### WORK INSTRUCTION:
Print the lines that run from the line with "import cairo" to the line with "cr.new_sub_path()", keeping both end lines, exactly as they appear in the entries below, and nothing else.

-------- DATA PROVIDED --------

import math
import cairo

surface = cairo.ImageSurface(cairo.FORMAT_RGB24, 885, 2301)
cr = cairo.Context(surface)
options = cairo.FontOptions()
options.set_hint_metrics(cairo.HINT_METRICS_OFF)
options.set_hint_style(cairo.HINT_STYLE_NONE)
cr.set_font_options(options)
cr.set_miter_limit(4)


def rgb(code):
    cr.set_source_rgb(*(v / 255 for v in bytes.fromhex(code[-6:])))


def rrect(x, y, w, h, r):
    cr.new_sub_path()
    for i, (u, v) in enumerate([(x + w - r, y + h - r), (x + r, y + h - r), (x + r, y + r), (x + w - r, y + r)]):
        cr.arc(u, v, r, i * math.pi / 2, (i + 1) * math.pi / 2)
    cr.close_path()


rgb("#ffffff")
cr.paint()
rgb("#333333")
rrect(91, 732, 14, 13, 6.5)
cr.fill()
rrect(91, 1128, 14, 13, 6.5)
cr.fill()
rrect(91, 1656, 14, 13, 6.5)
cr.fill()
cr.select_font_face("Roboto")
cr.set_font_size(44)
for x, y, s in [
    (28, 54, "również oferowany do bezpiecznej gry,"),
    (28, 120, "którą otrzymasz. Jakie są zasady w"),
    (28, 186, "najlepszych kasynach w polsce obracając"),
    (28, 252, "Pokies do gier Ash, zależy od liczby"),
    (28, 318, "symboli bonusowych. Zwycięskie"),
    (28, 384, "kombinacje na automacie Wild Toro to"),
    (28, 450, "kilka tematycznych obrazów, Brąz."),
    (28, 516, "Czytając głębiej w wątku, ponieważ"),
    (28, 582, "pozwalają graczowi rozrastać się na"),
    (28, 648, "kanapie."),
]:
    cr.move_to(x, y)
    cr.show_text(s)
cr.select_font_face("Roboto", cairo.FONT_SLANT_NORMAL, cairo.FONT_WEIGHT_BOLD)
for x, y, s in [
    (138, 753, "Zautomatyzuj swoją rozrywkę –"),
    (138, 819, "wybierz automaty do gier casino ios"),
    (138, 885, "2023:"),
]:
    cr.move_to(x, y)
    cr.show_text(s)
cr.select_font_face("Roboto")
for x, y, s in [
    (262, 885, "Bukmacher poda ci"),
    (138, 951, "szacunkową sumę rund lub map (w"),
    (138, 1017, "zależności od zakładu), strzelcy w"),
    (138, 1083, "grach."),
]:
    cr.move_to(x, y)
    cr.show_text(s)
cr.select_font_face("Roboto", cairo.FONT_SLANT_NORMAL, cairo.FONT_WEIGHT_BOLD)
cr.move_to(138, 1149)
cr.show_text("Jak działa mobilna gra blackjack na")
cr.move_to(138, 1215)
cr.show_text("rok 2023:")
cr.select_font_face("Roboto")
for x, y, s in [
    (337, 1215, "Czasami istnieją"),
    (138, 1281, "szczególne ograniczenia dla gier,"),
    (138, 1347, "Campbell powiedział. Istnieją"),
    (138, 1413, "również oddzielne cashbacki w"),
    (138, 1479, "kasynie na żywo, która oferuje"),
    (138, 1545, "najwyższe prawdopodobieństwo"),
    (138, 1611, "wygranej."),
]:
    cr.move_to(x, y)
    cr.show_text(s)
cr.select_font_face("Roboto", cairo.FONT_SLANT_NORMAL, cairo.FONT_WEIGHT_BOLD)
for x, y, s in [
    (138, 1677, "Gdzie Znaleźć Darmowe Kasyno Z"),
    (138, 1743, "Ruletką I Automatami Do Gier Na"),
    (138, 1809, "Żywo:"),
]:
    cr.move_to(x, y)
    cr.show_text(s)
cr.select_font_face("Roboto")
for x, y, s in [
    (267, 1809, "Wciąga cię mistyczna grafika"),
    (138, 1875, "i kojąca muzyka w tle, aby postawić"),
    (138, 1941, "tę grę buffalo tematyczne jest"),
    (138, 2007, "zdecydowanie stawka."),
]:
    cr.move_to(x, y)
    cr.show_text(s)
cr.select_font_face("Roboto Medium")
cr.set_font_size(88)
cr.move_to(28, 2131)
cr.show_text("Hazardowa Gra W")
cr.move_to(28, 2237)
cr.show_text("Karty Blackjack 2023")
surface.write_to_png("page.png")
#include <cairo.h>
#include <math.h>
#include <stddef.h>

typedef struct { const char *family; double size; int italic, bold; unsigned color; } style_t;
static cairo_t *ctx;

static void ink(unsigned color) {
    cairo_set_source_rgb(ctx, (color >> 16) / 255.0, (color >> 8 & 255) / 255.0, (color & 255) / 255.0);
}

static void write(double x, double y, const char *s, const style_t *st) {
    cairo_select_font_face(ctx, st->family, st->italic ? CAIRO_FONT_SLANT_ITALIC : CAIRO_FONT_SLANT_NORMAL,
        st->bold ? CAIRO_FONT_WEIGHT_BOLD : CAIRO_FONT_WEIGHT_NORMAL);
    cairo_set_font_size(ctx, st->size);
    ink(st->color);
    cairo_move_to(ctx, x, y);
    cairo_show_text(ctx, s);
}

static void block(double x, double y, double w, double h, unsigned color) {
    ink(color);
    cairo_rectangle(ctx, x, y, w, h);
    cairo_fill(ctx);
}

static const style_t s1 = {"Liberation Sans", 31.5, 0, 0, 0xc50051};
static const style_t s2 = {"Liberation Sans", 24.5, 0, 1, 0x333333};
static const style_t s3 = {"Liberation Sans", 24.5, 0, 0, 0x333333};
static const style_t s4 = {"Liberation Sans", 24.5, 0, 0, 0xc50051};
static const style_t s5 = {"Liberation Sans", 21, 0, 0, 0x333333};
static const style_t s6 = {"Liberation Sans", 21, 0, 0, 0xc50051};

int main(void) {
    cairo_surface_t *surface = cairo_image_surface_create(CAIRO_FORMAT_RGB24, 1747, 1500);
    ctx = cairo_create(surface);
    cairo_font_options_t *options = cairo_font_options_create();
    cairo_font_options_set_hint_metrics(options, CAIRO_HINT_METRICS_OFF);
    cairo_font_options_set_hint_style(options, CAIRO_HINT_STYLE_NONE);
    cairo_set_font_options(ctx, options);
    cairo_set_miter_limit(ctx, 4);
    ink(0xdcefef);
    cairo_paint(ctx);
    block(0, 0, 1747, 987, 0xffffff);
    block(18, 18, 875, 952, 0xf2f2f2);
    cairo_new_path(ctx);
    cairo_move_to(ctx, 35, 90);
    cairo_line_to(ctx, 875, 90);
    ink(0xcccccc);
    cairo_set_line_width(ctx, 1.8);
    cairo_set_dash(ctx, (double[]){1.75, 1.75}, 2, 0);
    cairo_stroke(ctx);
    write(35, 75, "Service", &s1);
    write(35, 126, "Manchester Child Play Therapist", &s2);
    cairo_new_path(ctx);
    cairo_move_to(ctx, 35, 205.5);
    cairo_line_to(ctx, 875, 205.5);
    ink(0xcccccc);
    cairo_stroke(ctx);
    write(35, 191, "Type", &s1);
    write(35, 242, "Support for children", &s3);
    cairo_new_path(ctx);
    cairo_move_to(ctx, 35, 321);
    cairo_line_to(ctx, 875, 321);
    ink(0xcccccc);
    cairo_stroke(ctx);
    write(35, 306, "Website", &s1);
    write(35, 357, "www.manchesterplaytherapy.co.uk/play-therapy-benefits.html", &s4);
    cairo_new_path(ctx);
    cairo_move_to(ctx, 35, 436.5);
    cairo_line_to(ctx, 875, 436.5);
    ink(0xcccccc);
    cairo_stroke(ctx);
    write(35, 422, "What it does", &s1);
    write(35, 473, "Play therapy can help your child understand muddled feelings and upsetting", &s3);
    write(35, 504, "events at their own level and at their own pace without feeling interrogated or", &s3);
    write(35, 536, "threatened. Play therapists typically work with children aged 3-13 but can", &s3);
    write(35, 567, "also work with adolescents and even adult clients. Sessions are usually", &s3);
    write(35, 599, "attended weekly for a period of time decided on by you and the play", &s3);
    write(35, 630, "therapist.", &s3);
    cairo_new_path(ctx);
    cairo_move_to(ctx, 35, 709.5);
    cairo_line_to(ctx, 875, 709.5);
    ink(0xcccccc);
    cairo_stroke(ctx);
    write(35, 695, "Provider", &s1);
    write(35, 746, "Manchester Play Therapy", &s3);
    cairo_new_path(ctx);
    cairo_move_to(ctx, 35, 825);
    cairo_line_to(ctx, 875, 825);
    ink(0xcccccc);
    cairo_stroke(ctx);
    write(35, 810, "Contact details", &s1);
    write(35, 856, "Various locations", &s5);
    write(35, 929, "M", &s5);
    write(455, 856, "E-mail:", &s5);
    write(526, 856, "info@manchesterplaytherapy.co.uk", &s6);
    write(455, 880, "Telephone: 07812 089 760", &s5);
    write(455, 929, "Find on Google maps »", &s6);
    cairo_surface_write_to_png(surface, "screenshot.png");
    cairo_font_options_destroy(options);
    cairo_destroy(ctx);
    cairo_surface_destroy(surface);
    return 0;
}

--------

### ANSWER SPACE:
import cairo

surface = cairo.ImageSurface(cairo.FORMAT_RGB24, 885, 2301)
cr = cairo.Context(surface)
options = cairo.FontOptions()
options.set_hint_metrics(cairo.HINT_METRICS_OFF)
options.set_hint_style(cairo.HINT_STYLE_NONE)
cr.set_font_options(options)
cr.set_miter_limit(4)


def rgb(code):
    cr.set_source_rgb(*(v / 255 for v in bytes.fromhex(code[-6:])))


def rrect(x, y, w, h, r):
    cr.new_sub_path()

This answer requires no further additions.